== Information ==

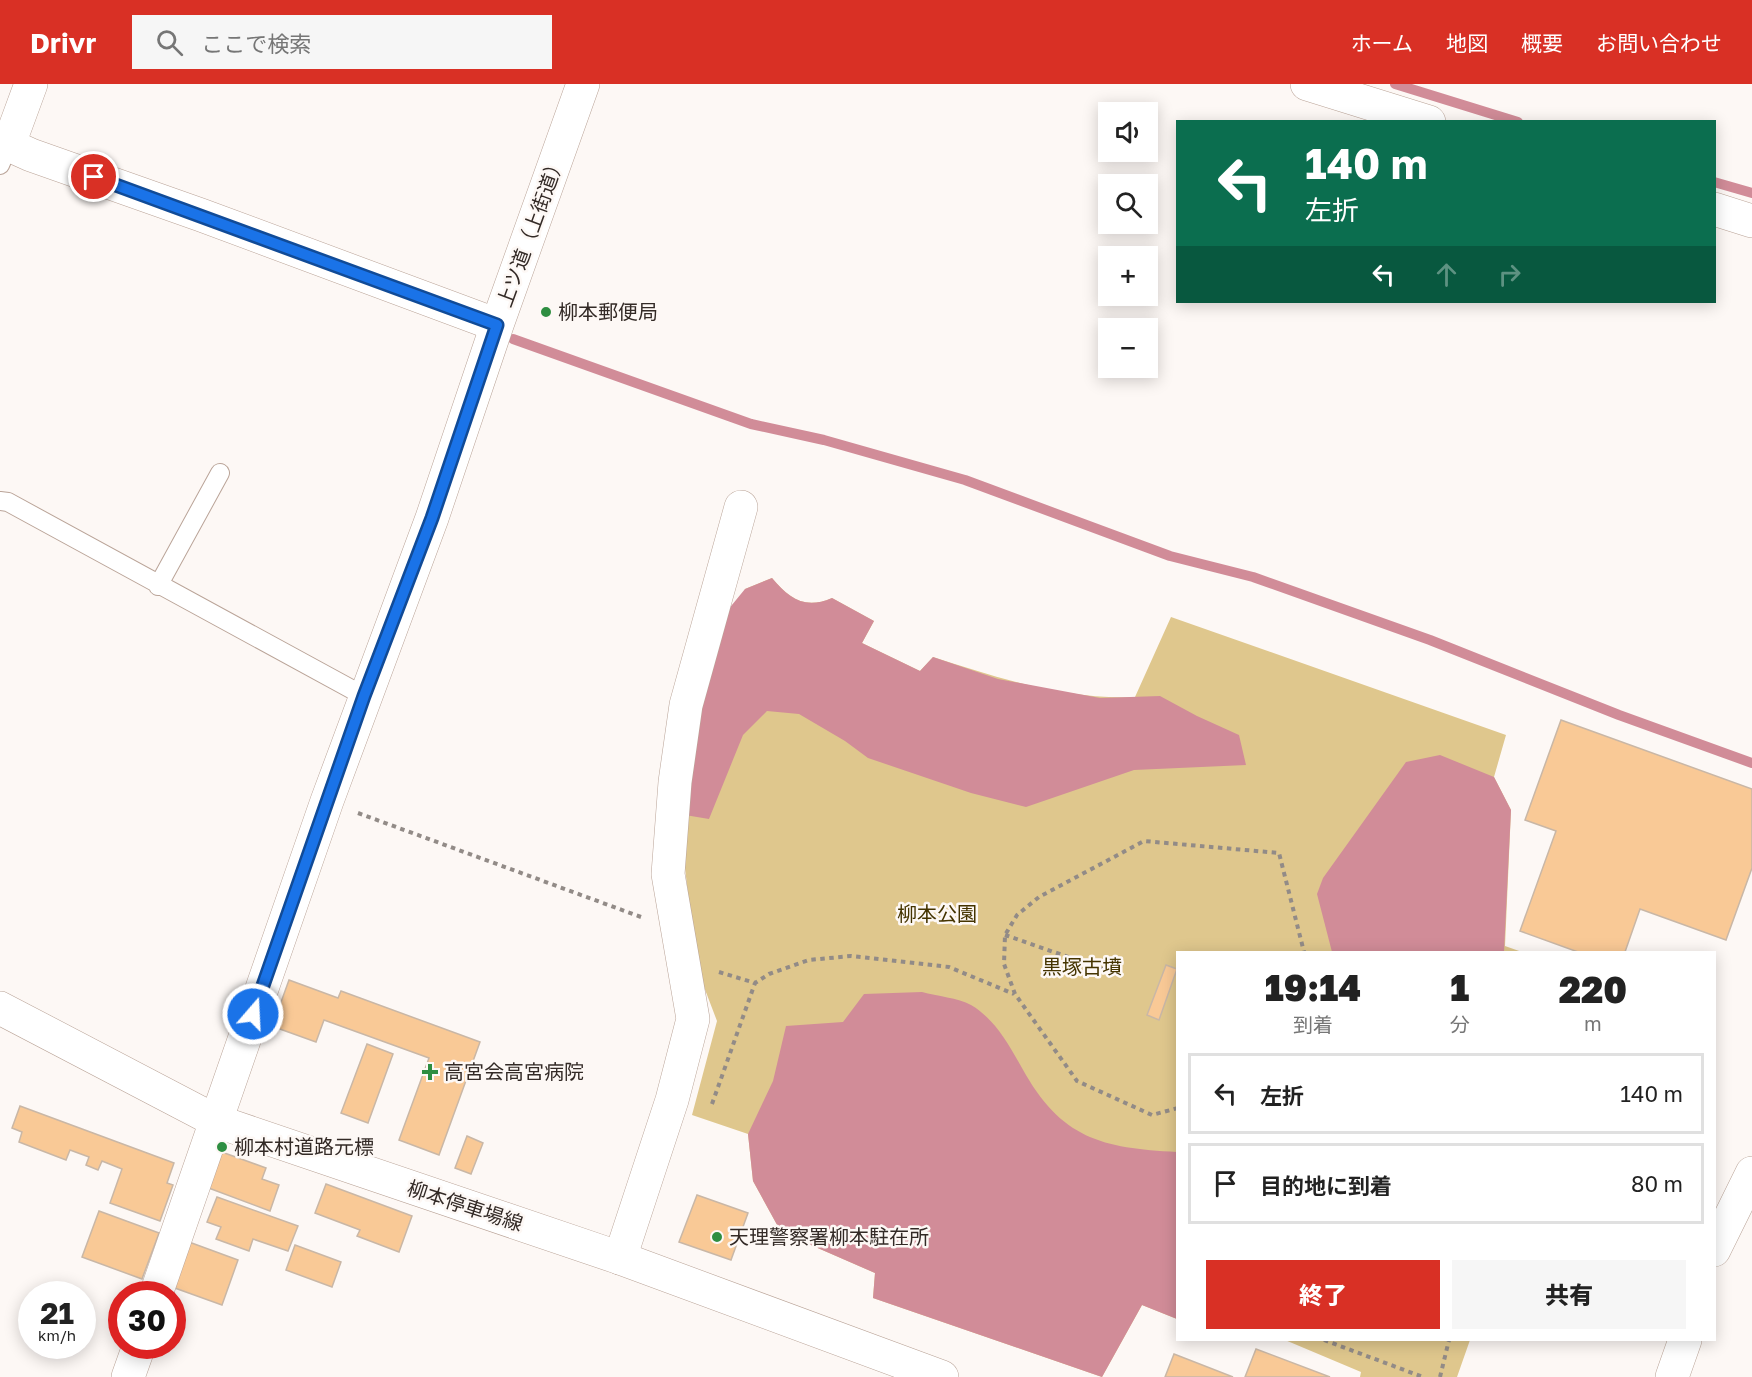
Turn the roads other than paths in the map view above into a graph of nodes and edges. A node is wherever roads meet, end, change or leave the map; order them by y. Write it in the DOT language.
graph roads {
  1 [pos="32,84"];
  2 [pos="583,84"];
  3 [pos="1307,84"];
  4 [pos="1423,120"];
  5 [pos="3,150"];
  6 [pos="1716,210"];
  7 [pos="1752,221"];
  8 [pos="497,325"];
  9 [pos="220,473"];
  10 [pos="0,501"];
  11 [pos="741,507"];
  12 [pos="158,586"];
  13 [pos="364,696"];
  14 [pos="0,1008"];
  15 [pos="216,1121"];
  16 [pos="1752,1173"];
  17 [pos="1716,1246"];
  18 [pos="621,1258"];
  19 [pos="161,1281"];
  20 [pos="1685,1341"];
  21 [pos="134,1359"];
  22 [pos="128,1377"];
  23 [pos="942,1377"];
  24 [pos="1672,1377"];
  1 -- 5 [label="street"];
  2 -- 8 [label="street, 上ツ道（上街道）"];
  3 -- 4 [label="street"];
  5 -- 8 [label="street"];
  6 -- 7 [label="street"];
  8 -- 13 [label="street, 上ツ道（上街道）"];
  9 -- 12 [label="lane"];
  10 -- 12 [label="lane"];
  11 -- 18 [label="street"];
  12 -- 13 [label="lane"];
  13 -- 15 [label="street, 上ツ道（上街道）"];
  14 -- 15 [label="street, 柳本停車場線"];
  15 -- 18 [label="street, 柳本停車場線"];
  15 -- 19 [label="street, 上ツ道（上街道）"];
  16 -- 17 [label="street"];
  18 -- 23 [label="street, 柳本停車場線"];
  20 -- 24 [label="street"];
  21 -- 22 [label="street"];
}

===

▶ Work request
Write out every record exactly. Leave the pictures out.

▶ Answer to this problem
Turn the roads other than paths in the map view above into a graph of nodes and edges. A node is wherever roads meet, end, change or leave the map; order them by y. Write it in the DOT language.
graph roads {
  1 [pos="32,84"];
  2 [pos="583,84"];
  3 [pos="1307,84"];
  4 [pos="1423,120"];
  5 [pos="3,150"];
  6 [pos="1716,210"];
  7 [pos="1752,221"];
  8 [pos="497,325"];
  9 [pos="220,473"];
  10 [pos="0,501"];
  11 [pos="741,507"];
  12 [pos="158,586"];
  13 [pos="364,696"];
  14 [pos="0,1008"];
  15 [pos="216,1121"];
  16 [pos="1752,1173"];
  17 [pos="1716,1246"];
  18 [pos="621,1258"];
  19 [pos="161,1281"];
  20 [pos="1685,1341"];
  21 [pos="134,1359"];
  22 [pos="128,1377"];
  23 [pos="942,1377"];
  24 [pos="1672,1377"];
  1 -- 5 [label="street"];
  2 -- 8 [label="street, 上ツ道（上街道）"];
  3 -- 4 [label="street"];
  5 -- 8 [label="street"];
  6 -- 7 [label="street"];
  8 -- 13 [label="street, 上ツ道（上街道）"];
  9 -- 12 [label="lane"];
  10 -- 12 [label="lane"];
  11 -- 18 [label="street"];
  12 -- 13 [label="lane"];
  13 -- 15 [label="street, 上ツ道（上街道）"];
  14 -- 15 [label="street, 柳本停車場線"];
  15 -- 18 [label="street, 柳本停車場線"];
  15 -- 19 [label="street, 上ツ道（上街道）"];
  16 -- 17 [label="street"];
  18 -- 23 [label="street, 柳本停車場線"];
  20 -- 24 [label="street"];
  21 -- 22 [label="street"];
}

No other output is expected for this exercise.